# WORK REQUEST:
Pick every line from the data that holds the word "Victorian".

(Stored entries)
____

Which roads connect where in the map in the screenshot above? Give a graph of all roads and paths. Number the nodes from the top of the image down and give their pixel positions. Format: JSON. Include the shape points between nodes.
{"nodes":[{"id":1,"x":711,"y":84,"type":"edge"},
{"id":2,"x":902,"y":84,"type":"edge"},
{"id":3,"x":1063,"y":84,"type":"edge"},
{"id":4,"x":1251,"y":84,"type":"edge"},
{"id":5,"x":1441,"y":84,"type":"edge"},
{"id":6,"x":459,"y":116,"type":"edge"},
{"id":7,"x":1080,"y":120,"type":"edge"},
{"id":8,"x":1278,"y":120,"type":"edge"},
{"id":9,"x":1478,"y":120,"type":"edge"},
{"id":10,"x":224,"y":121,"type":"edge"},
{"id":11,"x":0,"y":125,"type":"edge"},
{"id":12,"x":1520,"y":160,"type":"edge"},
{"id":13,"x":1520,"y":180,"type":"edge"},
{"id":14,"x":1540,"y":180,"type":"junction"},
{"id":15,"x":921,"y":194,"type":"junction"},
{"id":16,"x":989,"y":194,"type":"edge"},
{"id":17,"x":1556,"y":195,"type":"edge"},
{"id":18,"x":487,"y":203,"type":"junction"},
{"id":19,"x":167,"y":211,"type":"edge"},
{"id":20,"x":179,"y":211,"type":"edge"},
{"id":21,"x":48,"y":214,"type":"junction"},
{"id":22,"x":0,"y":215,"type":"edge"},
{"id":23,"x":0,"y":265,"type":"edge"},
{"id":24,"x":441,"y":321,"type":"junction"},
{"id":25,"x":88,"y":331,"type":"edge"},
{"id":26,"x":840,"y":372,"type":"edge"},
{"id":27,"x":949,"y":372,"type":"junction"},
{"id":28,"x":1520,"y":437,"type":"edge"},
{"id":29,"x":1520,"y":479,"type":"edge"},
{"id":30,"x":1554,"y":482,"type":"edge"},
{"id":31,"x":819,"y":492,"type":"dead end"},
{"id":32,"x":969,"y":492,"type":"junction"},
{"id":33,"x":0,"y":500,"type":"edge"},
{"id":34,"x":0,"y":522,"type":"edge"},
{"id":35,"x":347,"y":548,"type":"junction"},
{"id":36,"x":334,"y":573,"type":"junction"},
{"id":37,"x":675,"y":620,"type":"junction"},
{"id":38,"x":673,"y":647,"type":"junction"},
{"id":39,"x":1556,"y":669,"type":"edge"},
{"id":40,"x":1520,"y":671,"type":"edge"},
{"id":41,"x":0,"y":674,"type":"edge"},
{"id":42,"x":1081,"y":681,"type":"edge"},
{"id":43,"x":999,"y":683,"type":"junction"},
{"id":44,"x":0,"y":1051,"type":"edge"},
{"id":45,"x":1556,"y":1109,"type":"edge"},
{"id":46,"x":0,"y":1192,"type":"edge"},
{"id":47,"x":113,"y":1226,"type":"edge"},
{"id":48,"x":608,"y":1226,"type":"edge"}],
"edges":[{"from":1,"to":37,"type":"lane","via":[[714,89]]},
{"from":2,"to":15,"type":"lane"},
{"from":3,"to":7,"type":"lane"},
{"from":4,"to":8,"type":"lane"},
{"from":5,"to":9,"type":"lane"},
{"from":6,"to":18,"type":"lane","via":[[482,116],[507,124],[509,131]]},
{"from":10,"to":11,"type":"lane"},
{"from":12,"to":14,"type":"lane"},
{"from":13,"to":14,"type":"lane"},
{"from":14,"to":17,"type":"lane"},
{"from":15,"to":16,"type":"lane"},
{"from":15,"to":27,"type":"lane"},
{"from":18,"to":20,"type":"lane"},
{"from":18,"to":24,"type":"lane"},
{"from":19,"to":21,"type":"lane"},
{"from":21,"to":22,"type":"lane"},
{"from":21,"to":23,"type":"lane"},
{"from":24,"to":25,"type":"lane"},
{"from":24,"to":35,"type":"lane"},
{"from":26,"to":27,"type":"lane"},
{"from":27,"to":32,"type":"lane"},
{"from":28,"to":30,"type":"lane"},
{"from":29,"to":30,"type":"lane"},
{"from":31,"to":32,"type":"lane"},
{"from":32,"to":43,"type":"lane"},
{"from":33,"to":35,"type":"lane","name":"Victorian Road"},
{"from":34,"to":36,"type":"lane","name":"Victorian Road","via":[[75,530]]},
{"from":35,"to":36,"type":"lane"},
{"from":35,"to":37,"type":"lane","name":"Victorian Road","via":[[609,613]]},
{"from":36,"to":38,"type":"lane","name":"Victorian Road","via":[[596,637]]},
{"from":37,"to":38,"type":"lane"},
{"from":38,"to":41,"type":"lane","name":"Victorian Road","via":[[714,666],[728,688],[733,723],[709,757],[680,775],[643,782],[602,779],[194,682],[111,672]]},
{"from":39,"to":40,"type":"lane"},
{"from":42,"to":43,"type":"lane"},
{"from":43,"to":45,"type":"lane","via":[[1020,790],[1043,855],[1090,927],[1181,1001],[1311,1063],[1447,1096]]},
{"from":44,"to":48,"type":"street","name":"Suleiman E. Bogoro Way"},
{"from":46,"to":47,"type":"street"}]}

____

# SOLUTION:
{"from":33,"to":35,"type":"lane","name":"Victorian Road"},
{"from":34,"to":36,"type":"lane","name":"Victorian Road","via":[[75,530]]},
{"from":35,"to":37,"type":"lane","name":"Victorian Road","via":[[609,613]]},
{"from":36,"to":38,"type":"lane","name":"Victorian Road","via":[[596,637]]},
{"from":38,"to":41,"type":"lane","name":"Victorian Road","via":[[714,666],[728,688],[733,723],[709,757],[680,775],[643,782],[602,779],[194,682],[111,672]]},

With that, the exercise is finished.